Anyone worried that Boston Scientific had bought Symetis as a hedge against failure of its in-house transcatheter aortic valve, Lotus, today finds their scepticism misplaced. Lotus has beaten Medtronic’s CoreValve in a rare head-to-head trial of these devices, and chances of US approval now look good.
That is, once Boston has sorted the manufacturing issues that led to Lotus being recalled from sale in Europe in February. And if the valve is rubber-stamped by the FDA, there is another fight ahead: the market leader is Edwards Lifesciences’ Sapien franchise, and even a clear win against CoreValve will not allow Boston to displace it.
Instead Boston will be looking at the second-largest share of the market for transcatheter aortic valve implantation (TAVI) products – at best. Lotus will not be back on sale in Europe until the fourth quarter of this year, and its US launch – assuming the FDA nods it through – will not happen for the best part of a year. In the meantime Edwards and Medtronic will entrench their current positions further, and Boston will have to fight that much harder.
Still, the data from the Reprise III study do show a clear advantage for Lotus over CoreValve. The trial signed up 912 patients from the US, Europe, Canada and Australia with severe aortic stenosis who were at high or extreme risk of complications were they to undergo surgical valve replacement. Boston’s valve showed non-inferiority to CoreValve for the primary safety endpoint, a composite of death, stroke, bleeding, acute kidney injury or vascular complications at 30 days.
More impressively, it nailed superiority on the primary efficacy measure, a composite of death, disabling stroke and moderate or greater paravalvular leakage at one year. These events were seen in 16.7% of the patients treated with Lotus versus 29% of those given CoreValve (p<0.001).
Leakage is an important metric when doctors are considering which valves to use. It was broken out as a prespecified secondary endpoint, and again here Boston’s device beat the competition: Lotus-treated patients had significantly lower rates of moderate to severe paravalvular leakage occurrences compared with CoreValve, at 2.0% versus 11.1% (p<0.001).
Stroke rates are also crucial; there was no significant difference between the valves on overall strokes at either 30 days or one year, but Lotus was significantly better on disabling strokes at the one-year point.
There were downsides. Lotus was associated with significantly higher rates of pacemaker implantation – 29.1% of Lotus patients were given a pacemaker by the 30-day mark, compared with 15.8% of CoreValve patients. The next-generation Lotus Edge includes a feature called Depth Guard designed to combat this.
So far, so good. But many of the devices used in Reprise III will not be used in the real world. The initial iterations of CoreValve and Lotus have been superseded, CoreValve by CoreValve Evolut R and Evolut Pro, and Lotus by the Lotus Edge – already CE marked and the version for which Boston intends to seek US approval later this year. Some Lotus Edge devices were used in the trial, but only in two of the seven study arms.

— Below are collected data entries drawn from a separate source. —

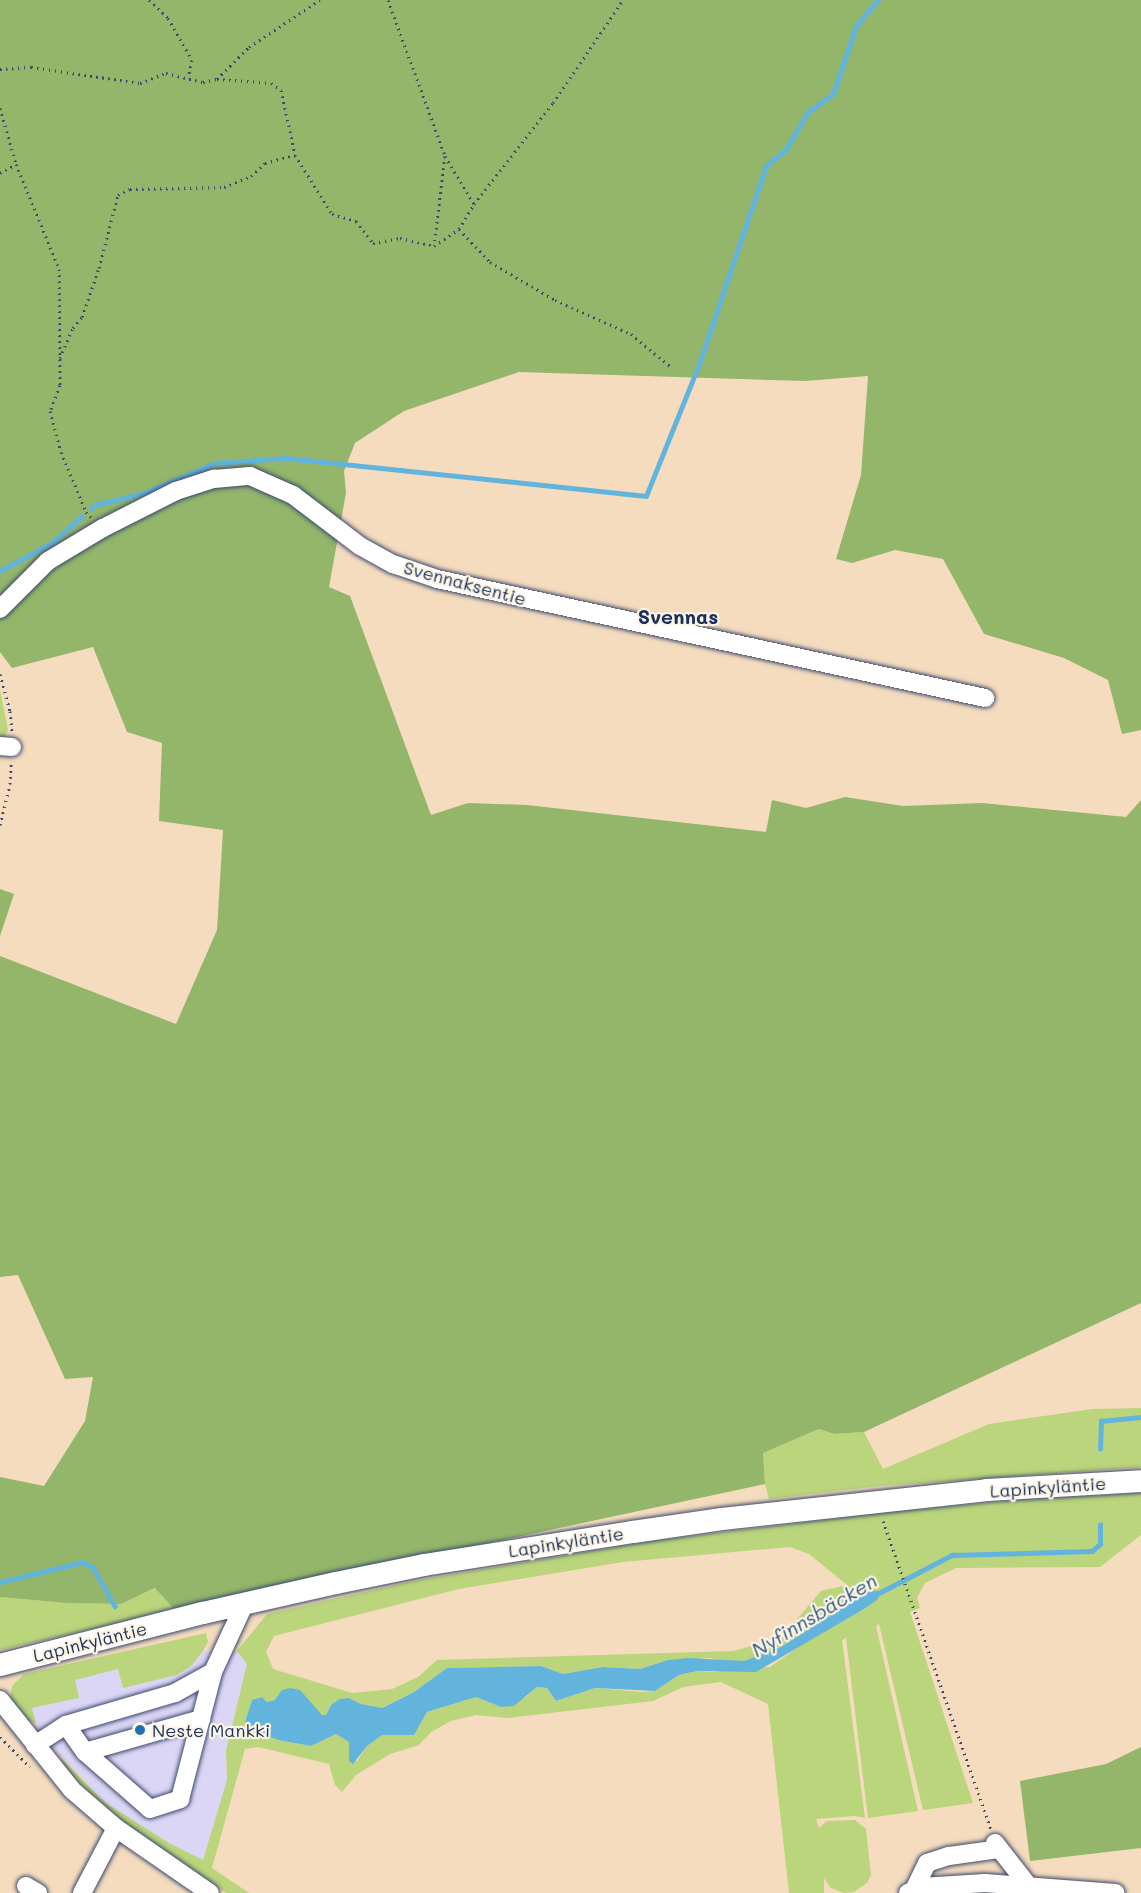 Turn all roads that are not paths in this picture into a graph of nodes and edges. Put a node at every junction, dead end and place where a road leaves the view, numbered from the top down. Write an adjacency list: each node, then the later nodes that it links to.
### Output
1 (0, 609): 2 (street, Svennaksentie)
2 (985, 698)
3 (1141, 1481): 4 (main road, Lapinkyläntie)
4 (244, 1605): 5 (main road, Lapinkyläntie); 6 (street)
5 (0, 1665)
6 (213, 1672): 8 (street); 10 (street)
7 (0, 1700): 9 (street)
8 (201, 1719): 12 (street); 12 (street)
9 (8, 1725): 11 (street)
10 (66, 1725): 11 (street); 12 (street)
11 (35, 1745): 13 (street)
12 (85, 1752)
13 (116, 1828): 16 (street); 17 (street)
14 (1027, 1884): 15 (street); 15 (street); 18 (street)
15 (911, 1892)
16 (82, 1893)
17 (210, 1893)
18 (1116, 1893) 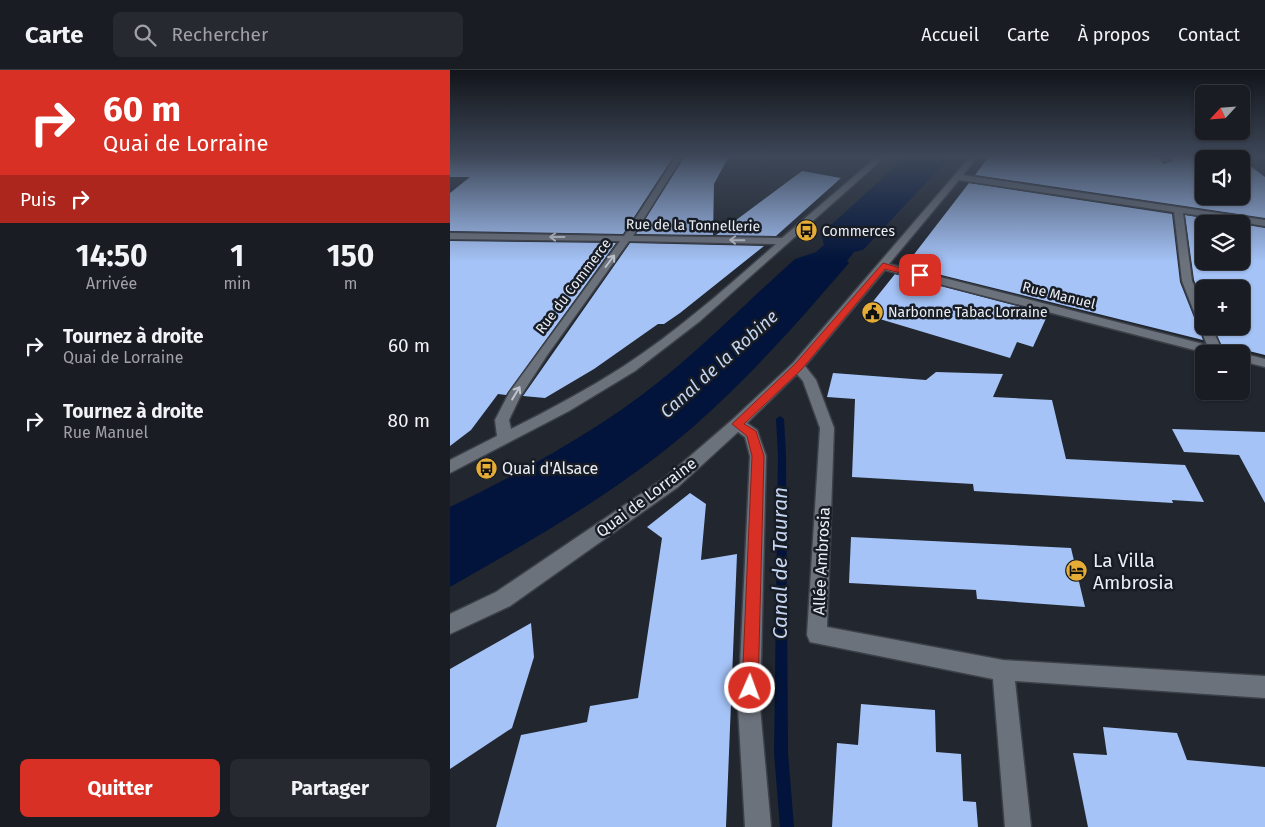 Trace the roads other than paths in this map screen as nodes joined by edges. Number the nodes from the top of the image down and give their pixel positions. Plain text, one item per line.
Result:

The older Lotus was used in four arms.
Still, a hit is a hit – and a hit on both primary endpoints in a pivotal trial likely means approval. After the Lotus recall Boston said it would be able to launch the Lotus Edge in the US in the middle of next year (No Lotus élan for Boston, February 24, 2017). The data will not allow Lotus to knock Edwards’ Sapien from its perch as the bestselling TAVI product range. Frankly it is hard to imagine anything that could – there is a reason, after all, that Boston chose CoreValve rather than Sapien as the comparator.
But the Reprise III results ought to make Lotus more competitive with CoreValve in the race to second place. A head-to-head trial is always a risk, but sometimes it pays off.